Personal information
- Full name: Doudou Touré
- Date of birth: December 29, 1991 (age 34)
- Place of birth: Rosso, Mauritania
- Height: 6 ft 2 in (1.88 m)
- Position: Forward

Senior career*
- Years: Team / Apps / (Gls)
- 2008–2009: Monterrey B / 8 / (0)
- 2010: Vancouver Whitecaps / 5 / (0)
- 2010: Whitecaps Residency / 9 / (5)
- 2011: Vancouver Whitecaps FC U-23 / 3 / (0)
- 2012: Atlanta Red Star / 0 / (0)
- 2013–2014: San Luis de Quillota / 0 / (0)

= Doudou Touré =

Mauritanian footballer (born 1991)

Doudou Touré (born December 29, 1991) is a Mauritanian professional footballer who plays as a striker.

==Career==

===Youth===
Touré grew up in Nouakchott, before moving to the United States in 1998, settling with his family in Atlanta, Georgia. He attended Joseph Wheeler High School, played junior club soccer with Alpharetta United and Atlanta Fire United.

===Professional===
Touré turned professional in 2008, playing with the B team of Mexican side Monterrey. He trialed with Major League Soccer's FC Dallas in April 2008, and was set to sign for the team, but the transaction fell through.

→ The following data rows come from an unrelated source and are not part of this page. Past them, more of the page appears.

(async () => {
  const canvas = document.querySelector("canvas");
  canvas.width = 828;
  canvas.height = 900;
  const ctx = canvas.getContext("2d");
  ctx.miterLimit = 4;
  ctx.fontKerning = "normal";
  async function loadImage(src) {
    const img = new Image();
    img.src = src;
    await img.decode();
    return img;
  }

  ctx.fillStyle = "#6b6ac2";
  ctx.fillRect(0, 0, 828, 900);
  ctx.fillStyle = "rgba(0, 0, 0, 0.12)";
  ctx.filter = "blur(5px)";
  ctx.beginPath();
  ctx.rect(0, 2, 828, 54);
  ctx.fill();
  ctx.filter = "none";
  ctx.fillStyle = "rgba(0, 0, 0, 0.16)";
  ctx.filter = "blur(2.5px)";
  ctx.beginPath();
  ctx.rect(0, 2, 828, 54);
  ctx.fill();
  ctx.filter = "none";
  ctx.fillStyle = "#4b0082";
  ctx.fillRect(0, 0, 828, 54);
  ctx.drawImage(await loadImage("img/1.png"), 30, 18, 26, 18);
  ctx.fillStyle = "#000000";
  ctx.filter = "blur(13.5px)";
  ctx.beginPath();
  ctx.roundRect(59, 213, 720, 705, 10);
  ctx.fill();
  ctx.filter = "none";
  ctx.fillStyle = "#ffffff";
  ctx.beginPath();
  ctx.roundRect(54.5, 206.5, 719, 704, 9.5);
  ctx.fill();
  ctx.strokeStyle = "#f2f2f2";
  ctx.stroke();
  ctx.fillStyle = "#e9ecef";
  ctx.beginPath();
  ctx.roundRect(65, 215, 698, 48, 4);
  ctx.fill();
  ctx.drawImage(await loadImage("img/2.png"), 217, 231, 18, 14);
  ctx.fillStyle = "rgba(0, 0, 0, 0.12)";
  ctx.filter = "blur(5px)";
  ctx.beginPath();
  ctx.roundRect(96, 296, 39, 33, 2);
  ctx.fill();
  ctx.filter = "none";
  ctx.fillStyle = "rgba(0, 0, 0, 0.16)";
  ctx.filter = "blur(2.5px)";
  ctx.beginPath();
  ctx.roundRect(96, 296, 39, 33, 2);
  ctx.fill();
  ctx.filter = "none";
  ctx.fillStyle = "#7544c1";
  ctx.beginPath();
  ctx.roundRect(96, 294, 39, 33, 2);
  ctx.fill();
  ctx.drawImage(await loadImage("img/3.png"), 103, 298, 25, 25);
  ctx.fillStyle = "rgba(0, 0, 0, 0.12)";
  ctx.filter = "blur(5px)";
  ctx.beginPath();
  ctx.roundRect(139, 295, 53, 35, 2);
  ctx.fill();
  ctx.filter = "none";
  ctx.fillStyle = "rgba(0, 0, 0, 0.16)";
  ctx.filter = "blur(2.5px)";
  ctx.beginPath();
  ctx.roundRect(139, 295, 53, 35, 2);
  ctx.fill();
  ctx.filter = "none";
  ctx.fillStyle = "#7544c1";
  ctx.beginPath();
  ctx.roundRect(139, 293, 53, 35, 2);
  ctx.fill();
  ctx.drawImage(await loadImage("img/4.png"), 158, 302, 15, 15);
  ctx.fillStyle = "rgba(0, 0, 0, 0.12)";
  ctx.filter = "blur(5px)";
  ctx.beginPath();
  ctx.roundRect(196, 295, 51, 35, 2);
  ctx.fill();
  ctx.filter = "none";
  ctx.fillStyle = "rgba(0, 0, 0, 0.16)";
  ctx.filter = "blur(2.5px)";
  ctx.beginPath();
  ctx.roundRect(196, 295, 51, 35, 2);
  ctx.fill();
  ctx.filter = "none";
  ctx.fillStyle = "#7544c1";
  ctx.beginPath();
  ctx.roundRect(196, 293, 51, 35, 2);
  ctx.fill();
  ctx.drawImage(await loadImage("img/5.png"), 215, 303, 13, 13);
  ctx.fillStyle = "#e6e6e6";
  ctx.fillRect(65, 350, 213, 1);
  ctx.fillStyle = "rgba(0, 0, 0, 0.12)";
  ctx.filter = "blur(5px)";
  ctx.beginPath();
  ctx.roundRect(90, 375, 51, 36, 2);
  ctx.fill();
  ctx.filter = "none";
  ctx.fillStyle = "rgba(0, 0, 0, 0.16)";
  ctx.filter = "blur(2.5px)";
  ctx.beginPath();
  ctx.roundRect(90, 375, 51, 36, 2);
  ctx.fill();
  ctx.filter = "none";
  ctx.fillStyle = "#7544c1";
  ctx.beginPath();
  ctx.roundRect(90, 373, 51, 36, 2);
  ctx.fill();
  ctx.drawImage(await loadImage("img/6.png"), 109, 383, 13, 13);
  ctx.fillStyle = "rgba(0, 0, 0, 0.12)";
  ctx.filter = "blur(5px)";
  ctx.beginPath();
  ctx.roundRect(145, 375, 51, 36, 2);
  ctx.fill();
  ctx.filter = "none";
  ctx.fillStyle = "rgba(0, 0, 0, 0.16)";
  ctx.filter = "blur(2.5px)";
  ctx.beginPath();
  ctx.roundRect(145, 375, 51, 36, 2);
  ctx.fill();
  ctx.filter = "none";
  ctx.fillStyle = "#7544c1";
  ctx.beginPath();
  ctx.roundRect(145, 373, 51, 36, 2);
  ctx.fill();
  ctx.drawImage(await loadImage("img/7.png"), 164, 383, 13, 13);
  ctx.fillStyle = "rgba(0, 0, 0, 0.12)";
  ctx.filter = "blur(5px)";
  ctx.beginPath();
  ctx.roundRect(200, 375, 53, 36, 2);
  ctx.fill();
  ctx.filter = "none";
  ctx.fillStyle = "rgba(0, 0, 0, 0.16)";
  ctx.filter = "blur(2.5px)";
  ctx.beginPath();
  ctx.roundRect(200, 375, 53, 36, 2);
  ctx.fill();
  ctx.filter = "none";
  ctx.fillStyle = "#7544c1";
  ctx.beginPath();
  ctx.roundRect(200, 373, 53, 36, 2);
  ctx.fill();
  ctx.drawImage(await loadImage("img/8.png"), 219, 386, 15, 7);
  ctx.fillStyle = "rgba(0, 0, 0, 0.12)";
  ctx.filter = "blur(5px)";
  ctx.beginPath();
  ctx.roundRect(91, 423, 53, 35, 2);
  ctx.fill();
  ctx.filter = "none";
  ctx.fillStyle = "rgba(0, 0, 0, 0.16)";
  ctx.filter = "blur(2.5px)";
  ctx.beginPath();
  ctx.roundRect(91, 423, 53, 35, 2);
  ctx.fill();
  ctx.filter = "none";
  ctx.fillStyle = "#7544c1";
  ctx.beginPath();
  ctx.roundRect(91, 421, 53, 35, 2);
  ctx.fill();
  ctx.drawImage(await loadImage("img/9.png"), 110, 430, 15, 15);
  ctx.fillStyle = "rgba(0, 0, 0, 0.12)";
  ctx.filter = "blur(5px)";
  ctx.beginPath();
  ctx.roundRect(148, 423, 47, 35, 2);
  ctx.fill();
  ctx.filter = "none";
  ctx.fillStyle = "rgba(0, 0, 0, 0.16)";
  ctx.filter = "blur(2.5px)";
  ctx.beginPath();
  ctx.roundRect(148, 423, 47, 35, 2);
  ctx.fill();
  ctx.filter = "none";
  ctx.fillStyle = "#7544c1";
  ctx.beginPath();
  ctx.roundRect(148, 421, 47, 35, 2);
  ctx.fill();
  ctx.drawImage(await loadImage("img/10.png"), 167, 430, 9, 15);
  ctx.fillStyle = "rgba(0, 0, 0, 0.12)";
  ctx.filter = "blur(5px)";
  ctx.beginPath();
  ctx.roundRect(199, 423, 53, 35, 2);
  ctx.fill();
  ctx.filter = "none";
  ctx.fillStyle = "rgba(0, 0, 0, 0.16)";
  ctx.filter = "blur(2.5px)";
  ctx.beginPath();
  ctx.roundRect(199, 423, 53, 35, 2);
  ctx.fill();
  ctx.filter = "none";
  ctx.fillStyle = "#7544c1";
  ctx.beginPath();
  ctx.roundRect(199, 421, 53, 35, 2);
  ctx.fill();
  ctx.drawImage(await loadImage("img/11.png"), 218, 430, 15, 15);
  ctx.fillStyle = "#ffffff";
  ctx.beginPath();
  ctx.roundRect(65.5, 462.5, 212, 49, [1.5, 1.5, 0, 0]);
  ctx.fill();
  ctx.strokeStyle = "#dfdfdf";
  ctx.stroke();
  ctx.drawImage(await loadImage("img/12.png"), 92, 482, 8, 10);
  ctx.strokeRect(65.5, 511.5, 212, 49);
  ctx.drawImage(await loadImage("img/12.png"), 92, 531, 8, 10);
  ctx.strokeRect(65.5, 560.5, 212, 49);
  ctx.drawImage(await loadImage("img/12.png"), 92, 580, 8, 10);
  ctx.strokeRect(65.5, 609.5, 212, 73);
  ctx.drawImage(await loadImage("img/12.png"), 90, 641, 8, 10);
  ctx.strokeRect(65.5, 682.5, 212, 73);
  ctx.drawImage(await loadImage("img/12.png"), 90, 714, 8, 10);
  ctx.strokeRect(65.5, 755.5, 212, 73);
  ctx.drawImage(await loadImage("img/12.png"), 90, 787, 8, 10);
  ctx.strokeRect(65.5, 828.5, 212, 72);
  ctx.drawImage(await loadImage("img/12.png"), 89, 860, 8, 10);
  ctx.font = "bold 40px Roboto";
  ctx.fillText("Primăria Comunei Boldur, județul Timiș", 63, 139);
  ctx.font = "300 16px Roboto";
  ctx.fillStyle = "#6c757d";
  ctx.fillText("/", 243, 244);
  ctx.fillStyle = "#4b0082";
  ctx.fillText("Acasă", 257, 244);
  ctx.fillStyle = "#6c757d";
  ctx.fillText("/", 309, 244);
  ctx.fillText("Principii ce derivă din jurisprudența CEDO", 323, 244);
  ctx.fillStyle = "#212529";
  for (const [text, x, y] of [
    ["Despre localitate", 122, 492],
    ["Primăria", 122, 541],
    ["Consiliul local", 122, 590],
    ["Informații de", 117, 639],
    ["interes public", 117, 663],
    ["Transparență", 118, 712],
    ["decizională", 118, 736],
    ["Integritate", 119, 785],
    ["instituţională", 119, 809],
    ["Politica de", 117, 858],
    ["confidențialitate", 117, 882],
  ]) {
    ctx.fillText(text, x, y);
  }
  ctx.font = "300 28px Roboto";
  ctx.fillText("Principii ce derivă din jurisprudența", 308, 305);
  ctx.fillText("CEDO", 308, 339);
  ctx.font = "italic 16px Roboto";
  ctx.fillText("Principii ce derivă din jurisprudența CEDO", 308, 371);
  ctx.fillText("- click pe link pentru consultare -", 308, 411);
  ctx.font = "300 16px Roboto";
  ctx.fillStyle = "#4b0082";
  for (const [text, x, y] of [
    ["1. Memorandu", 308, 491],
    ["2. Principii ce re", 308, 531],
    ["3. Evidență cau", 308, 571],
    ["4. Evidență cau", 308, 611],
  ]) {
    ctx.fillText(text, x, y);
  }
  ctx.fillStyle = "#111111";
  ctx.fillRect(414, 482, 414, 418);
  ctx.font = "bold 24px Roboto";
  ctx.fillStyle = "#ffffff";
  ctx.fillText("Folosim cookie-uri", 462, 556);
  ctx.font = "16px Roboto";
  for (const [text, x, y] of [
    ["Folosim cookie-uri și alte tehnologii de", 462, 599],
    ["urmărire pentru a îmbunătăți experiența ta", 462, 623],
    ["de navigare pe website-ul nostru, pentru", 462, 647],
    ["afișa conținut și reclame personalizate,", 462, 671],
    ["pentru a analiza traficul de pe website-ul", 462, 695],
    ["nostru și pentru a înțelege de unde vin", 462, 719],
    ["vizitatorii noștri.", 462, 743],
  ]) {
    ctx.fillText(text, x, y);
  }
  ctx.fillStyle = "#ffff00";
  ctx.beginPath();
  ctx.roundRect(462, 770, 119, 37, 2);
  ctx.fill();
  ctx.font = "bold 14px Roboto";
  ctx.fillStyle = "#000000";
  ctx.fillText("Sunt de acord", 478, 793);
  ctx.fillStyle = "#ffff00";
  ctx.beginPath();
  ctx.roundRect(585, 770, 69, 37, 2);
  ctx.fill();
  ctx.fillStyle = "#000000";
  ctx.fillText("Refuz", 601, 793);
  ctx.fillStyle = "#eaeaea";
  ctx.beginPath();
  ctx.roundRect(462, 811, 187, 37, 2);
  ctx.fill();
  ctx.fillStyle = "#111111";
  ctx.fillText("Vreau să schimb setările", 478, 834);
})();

Attended trials with Columbus Crew and the Vancouver Whitecaps in April 2010. He signed a contract with the Whitecaps on May 10, 2010, and spent some time playing with the Vancouver Whitecaps Residency team in the USL Premier Development League, before making his Whitecaps debut on May 26, 2010, in a 2010 Canadian Championship game against Montreal Impact.

==Personal life==
Doudou's younger brother, Alhagi Touré, played college soccer at George Mason University before transferring to Clayton State University.